Znów górą urzędnicy

2008-04-16, 11:16:42

Tondelli jest właścicielem znanej w Zamościu "Piwnicy u Włocha”. Rok temu stanął do przetargu na dzierżawę tzw. Morandówki, kamienicy przy ul. Staszica. Chciał tam stworzyć m.in. hotel i restaurację. Wcześniej otrzymał projekt adaptacji budynku. Wyliczył, że całość miała obejmować powierzchnię ok. 1100 mkw. Przetarg wygrał. Jednak potem okazało się, że brakuje w niej ok. 200 mkw. powierzchni. Włoch się na to nie zgodził, odbioru nie podpisał. Dlatego magistrat rozwiązał z nim umowę.

Tondelli założył sprawę w sądzie, a także doniesienie do prokuratury o podejrzeniu popełnienia przestępstwa przez urzędników.

Tymczasem ostatnio otrzymał od prezesa ZGL pismo, które całkiem wyprowadziło go z równowagi. Czytamy w nim: "Otrzymaliśmy z UM pismo, mówiące o zamiarze prowadzenia badań archeologicznych, a następnie być może rekonstrukcji studni, która prawdopodobnie znajdowała się na terenie Rynku Wielkiego. Może zaistnieć sytuacja, że w obecnym sezonie letnim nie będzie pan mógł zorganizować ogródka kawiarnianego, lub będzie on ograniczony”.
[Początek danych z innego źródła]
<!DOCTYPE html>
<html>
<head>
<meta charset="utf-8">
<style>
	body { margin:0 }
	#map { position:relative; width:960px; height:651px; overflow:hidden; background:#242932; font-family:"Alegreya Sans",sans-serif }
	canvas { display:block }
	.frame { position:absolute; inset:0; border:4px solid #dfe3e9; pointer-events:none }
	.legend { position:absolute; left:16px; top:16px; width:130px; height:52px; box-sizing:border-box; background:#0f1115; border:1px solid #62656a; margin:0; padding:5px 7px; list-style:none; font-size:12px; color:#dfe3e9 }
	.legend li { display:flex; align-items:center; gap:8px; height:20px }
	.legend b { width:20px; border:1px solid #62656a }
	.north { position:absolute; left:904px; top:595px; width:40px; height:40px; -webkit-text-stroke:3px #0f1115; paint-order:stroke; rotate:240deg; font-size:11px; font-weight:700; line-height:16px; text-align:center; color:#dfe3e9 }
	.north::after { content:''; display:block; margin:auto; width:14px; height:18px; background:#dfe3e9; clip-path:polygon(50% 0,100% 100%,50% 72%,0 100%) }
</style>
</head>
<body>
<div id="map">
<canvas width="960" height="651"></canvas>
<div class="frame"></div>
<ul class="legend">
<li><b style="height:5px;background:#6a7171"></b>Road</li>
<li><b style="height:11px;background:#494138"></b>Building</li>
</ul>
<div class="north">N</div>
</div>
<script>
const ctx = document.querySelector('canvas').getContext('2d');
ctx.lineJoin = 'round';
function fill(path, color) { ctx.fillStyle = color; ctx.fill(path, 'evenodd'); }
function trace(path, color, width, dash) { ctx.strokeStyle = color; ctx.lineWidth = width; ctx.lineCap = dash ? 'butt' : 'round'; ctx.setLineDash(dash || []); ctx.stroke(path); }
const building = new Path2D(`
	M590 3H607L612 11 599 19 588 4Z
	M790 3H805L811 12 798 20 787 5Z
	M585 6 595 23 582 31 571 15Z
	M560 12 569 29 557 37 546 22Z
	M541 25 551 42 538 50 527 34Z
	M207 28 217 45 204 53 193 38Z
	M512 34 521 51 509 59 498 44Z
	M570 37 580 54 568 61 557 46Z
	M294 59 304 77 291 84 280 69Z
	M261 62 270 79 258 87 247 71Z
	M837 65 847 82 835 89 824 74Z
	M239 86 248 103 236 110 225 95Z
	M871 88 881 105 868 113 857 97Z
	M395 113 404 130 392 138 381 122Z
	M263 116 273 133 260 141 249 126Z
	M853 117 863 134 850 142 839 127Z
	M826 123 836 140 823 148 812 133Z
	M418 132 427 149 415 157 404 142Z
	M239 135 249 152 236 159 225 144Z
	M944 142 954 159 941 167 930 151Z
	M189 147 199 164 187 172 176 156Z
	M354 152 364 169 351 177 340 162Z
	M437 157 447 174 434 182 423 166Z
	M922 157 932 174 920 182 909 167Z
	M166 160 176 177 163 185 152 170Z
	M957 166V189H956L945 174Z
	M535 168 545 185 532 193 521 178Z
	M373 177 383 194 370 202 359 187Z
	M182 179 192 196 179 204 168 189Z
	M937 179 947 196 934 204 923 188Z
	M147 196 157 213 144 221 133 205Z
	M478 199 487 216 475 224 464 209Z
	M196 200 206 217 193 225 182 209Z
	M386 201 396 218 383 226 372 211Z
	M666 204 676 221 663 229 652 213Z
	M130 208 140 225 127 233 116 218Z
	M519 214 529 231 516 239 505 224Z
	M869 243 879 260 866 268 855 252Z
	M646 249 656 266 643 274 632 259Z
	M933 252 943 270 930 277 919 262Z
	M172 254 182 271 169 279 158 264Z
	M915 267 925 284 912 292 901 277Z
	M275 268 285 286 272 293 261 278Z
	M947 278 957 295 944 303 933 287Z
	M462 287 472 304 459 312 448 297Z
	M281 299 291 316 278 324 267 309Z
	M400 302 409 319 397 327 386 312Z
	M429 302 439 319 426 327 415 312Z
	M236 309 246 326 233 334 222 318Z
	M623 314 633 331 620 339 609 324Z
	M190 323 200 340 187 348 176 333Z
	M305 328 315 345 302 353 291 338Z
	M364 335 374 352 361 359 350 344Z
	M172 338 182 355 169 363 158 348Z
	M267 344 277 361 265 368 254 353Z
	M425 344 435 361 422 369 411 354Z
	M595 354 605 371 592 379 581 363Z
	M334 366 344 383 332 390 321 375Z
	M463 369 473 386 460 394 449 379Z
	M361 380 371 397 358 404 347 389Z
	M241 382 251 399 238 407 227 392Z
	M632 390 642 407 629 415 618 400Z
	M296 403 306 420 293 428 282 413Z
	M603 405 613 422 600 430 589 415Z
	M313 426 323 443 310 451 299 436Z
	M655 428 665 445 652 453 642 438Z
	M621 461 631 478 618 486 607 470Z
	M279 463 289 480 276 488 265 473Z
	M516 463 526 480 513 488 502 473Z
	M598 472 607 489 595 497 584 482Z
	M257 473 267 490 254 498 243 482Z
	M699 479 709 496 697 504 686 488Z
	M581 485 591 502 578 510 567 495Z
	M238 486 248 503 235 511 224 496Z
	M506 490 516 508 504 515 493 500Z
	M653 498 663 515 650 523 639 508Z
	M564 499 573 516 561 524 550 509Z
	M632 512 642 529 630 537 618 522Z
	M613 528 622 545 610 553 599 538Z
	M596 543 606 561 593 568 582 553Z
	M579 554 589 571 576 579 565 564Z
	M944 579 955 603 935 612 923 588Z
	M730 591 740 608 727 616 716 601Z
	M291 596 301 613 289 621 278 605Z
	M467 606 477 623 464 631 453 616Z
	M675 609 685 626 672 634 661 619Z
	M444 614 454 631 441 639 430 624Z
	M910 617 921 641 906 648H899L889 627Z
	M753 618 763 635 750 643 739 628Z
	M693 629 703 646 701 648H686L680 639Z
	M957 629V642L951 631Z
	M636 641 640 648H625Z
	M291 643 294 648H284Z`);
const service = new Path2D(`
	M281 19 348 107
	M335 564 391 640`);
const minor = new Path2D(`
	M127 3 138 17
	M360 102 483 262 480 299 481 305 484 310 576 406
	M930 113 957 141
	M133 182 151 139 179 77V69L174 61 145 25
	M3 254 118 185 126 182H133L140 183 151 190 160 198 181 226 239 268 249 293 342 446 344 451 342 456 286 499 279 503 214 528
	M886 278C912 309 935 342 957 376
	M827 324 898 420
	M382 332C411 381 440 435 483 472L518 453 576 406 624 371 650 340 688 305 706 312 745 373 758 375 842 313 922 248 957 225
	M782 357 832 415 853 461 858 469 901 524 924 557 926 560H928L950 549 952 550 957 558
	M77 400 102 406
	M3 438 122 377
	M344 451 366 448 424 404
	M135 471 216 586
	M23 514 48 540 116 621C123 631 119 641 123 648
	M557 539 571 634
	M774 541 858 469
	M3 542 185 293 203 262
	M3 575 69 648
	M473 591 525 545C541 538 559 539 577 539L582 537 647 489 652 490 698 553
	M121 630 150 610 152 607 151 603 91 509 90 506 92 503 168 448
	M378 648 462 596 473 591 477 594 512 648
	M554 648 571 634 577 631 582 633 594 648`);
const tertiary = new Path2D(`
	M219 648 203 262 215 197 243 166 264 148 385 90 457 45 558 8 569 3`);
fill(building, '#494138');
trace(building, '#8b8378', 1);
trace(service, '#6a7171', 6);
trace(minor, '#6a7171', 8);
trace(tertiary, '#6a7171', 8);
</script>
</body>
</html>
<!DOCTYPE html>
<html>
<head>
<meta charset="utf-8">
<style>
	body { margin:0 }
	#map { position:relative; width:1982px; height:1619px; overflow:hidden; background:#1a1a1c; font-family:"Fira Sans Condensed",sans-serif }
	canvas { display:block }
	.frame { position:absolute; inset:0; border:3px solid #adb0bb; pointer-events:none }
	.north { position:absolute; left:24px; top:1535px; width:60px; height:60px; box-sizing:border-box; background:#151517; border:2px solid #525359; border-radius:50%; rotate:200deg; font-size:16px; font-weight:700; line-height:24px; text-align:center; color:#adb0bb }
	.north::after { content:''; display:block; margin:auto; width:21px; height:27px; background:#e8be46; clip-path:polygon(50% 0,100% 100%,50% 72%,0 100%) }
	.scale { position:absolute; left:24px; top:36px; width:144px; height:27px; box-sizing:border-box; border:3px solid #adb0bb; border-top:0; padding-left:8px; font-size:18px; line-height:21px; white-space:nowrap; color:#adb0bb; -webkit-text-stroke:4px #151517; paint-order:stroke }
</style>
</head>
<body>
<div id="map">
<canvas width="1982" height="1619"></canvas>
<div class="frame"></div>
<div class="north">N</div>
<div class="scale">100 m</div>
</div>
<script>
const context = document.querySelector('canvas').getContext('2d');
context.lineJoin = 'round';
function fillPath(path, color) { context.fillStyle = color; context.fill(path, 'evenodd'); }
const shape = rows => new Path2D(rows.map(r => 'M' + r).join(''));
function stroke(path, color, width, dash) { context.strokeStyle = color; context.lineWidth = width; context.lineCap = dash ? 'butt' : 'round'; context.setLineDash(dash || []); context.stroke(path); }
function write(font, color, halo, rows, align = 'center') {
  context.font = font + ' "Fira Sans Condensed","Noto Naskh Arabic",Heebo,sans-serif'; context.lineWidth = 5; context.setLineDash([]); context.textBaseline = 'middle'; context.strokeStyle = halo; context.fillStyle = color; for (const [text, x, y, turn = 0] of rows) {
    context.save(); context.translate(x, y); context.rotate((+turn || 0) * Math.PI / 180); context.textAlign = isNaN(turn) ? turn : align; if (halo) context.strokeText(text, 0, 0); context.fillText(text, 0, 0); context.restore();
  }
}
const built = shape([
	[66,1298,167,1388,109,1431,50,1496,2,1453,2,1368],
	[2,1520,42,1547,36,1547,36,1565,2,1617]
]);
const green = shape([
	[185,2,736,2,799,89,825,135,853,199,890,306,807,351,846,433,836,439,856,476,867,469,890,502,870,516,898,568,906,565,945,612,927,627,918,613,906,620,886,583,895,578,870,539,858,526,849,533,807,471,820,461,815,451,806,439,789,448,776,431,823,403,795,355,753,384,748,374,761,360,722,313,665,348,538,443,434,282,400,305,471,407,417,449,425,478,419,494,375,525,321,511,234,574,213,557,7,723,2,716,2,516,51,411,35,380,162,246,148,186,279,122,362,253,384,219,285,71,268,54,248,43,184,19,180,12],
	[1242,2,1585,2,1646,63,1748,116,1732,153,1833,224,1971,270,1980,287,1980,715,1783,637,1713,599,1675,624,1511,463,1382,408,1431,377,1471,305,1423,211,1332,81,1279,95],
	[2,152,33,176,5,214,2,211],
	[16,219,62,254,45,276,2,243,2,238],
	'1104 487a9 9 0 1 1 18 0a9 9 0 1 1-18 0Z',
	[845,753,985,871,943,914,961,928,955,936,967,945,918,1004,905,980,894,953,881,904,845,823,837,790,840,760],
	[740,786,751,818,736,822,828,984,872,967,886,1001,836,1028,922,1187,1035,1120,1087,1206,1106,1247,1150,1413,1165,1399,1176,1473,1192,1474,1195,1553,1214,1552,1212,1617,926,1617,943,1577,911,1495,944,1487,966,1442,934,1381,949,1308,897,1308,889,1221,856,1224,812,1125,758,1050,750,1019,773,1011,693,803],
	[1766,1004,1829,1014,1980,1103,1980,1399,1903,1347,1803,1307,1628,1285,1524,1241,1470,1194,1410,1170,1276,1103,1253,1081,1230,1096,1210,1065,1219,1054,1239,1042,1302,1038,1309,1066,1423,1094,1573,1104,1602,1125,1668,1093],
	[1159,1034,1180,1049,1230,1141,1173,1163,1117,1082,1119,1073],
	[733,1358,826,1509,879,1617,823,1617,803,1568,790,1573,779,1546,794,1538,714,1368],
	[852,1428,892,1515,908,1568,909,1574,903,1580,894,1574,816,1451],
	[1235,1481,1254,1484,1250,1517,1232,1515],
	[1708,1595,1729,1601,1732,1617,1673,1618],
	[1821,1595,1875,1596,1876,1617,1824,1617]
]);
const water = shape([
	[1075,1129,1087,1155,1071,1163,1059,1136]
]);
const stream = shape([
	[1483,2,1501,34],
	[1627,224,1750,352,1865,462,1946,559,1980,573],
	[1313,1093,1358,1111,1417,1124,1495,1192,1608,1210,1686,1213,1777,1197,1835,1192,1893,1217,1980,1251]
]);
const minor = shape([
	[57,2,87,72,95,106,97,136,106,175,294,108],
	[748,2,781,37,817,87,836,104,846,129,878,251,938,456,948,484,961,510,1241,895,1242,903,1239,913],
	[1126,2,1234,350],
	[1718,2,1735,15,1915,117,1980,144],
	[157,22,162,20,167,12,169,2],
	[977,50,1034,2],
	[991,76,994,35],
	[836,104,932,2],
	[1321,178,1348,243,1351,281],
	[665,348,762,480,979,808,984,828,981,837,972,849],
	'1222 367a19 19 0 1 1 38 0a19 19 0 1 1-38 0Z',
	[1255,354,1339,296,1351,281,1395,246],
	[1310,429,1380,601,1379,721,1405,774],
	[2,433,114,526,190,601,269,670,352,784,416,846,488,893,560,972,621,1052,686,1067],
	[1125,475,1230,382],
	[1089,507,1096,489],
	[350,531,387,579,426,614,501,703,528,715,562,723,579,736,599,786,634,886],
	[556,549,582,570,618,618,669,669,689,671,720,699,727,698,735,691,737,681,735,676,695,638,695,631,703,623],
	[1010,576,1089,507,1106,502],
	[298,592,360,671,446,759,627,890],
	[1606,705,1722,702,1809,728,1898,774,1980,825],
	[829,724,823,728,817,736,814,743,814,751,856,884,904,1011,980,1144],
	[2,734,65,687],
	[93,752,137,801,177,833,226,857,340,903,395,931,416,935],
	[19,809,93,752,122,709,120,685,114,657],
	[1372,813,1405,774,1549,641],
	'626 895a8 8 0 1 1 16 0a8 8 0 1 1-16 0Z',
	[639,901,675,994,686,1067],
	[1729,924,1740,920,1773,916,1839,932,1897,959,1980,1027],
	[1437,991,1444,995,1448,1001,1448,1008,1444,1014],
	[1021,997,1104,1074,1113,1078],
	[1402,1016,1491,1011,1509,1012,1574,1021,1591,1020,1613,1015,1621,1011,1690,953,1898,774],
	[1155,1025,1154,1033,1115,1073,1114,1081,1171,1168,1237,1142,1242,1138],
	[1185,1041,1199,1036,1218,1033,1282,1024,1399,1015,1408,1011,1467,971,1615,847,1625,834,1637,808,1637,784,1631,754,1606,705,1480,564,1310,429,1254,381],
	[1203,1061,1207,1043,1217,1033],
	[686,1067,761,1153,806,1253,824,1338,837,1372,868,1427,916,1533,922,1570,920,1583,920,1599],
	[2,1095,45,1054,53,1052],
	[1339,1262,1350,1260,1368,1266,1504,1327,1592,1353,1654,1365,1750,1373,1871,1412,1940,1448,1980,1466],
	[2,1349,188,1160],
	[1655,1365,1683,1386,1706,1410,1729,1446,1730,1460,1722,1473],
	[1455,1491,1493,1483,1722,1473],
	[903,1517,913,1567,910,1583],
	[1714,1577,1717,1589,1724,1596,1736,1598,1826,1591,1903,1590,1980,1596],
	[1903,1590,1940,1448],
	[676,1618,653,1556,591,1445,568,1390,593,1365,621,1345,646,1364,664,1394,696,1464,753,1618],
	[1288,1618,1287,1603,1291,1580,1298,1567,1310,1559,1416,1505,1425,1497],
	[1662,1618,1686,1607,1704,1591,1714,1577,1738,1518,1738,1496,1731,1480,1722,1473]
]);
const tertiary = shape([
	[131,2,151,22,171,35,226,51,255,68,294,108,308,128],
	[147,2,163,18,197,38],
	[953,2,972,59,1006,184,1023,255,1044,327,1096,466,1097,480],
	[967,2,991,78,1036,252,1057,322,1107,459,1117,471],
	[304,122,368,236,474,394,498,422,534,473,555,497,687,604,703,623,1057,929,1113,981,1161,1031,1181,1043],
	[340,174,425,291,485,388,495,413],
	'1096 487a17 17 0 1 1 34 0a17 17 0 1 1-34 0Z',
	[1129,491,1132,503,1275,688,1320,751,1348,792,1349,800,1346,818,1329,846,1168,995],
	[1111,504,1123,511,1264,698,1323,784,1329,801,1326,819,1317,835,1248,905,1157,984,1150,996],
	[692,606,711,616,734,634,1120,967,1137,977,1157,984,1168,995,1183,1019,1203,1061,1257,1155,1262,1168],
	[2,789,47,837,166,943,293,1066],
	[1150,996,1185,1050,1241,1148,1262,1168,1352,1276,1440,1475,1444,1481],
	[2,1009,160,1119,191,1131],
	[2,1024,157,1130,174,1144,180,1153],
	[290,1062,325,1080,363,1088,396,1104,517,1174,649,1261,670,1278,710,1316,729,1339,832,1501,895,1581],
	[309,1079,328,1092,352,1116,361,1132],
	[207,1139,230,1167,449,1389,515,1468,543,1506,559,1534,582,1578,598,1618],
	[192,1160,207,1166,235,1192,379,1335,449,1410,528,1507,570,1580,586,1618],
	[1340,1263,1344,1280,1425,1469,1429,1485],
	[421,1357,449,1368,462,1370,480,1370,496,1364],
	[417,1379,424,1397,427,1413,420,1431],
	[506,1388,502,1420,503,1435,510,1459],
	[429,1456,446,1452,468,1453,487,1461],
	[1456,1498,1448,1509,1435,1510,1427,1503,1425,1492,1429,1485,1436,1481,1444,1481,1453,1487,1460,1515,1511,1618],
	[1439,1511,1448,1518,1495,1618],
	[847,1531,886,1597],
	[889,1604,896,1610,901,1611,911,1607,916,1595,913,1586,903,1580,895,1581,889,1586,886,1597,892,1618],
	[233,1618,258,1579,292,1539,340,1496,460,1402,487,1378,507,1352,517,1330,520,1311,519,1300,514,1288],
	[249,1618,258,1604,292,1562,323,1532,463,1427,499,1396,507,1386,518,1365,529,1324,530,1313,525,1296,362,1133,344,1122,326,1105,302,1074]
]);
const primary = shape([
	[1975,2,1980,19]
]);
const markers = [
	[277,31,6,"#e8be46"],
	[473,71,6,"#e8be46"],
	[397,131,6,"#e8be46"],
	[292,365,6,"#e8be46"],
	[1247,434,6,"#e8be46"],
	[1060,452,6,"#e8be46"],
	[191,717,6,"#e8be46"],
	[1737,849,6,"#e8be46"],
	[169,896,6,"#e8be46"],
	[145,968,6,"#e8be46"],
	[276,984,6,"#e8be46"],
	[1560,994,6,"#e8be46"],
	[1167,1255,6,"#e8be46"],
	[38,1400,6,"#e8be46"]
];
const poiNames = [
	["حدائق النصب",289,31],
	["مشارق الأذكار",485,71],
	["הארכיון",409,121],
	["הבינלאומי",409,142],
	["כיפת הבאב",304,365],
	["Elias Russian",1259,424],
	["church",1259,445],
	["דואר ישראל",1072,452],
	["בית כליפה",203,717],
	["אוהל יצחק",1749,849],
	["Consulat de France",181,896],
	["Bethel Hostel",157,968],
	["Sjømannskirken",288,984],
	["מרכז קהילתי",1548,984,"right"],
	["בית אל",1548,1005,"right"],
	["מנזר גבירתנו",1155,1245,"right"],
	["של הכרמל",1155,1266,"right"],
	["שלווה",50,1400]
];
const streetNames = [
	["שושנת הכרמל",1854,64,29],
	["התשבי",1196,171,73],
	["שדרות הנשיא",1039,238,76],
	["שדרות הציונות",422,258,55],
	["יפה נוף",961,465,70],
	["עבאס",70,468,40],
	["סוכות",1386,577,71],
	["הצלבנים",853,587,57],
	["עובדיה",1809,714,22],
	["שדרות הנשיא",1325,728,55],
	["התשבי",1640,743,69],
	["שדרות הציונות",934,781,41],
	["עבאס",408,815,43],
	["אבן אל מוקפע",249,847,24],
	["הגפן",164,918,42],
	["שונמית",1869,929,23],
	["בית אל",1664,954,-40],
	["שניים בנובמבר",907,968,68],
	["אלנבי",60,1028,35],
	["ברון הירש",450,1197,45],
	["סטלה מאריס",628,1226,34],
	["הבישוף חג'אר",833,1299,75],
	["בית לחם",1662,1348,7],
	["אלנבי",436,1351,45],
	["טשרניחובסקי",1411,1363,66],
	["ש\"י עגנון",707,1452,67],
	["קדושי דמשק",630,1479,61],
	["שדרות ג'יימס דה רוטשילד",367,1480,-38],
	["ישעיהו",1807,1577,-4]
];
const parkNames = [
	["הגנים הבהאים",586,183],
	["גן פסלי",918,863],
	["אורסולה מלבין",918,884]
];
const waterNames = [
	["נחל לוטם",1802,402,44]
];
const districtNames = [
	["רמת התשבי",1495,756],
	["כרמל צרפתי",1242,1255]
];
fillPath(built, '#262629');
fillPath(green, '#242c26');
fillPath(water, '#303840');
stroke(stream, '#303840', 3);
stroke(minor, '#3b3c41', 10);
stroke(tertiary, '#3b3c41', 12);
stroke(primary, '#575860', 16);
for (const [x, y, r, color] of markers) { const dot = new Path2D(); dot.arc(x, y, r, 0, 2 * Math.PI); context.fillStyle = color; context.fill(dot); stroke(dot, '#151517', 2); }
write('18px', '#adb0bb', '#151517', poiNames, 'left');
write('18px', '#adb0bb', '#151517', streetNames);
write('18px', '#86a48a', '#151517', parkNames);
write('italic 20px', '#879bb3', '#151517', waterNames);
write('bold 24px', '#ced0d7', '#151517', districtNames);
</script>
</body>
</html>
- Nic z tego nie wynika - złości się Tondelli. - Tylko to, że ktoś chce mnie wkurzyć. Przecież muszę właśnie organizować stoliki, krzesła, zatrudniać ludzi. Dwa lata temu remontowano płytę Rynku Wielkiego i o żadnej studni nie było mowy. Teraz znów będą kopać? Poza tym, archeolodzy mogą pracować poza sezonem. Słów na to brakuje. W tym mieście nie da się prowadzić interesów.

Źródło: Dziennik Wschodni – 16.04.2008 r.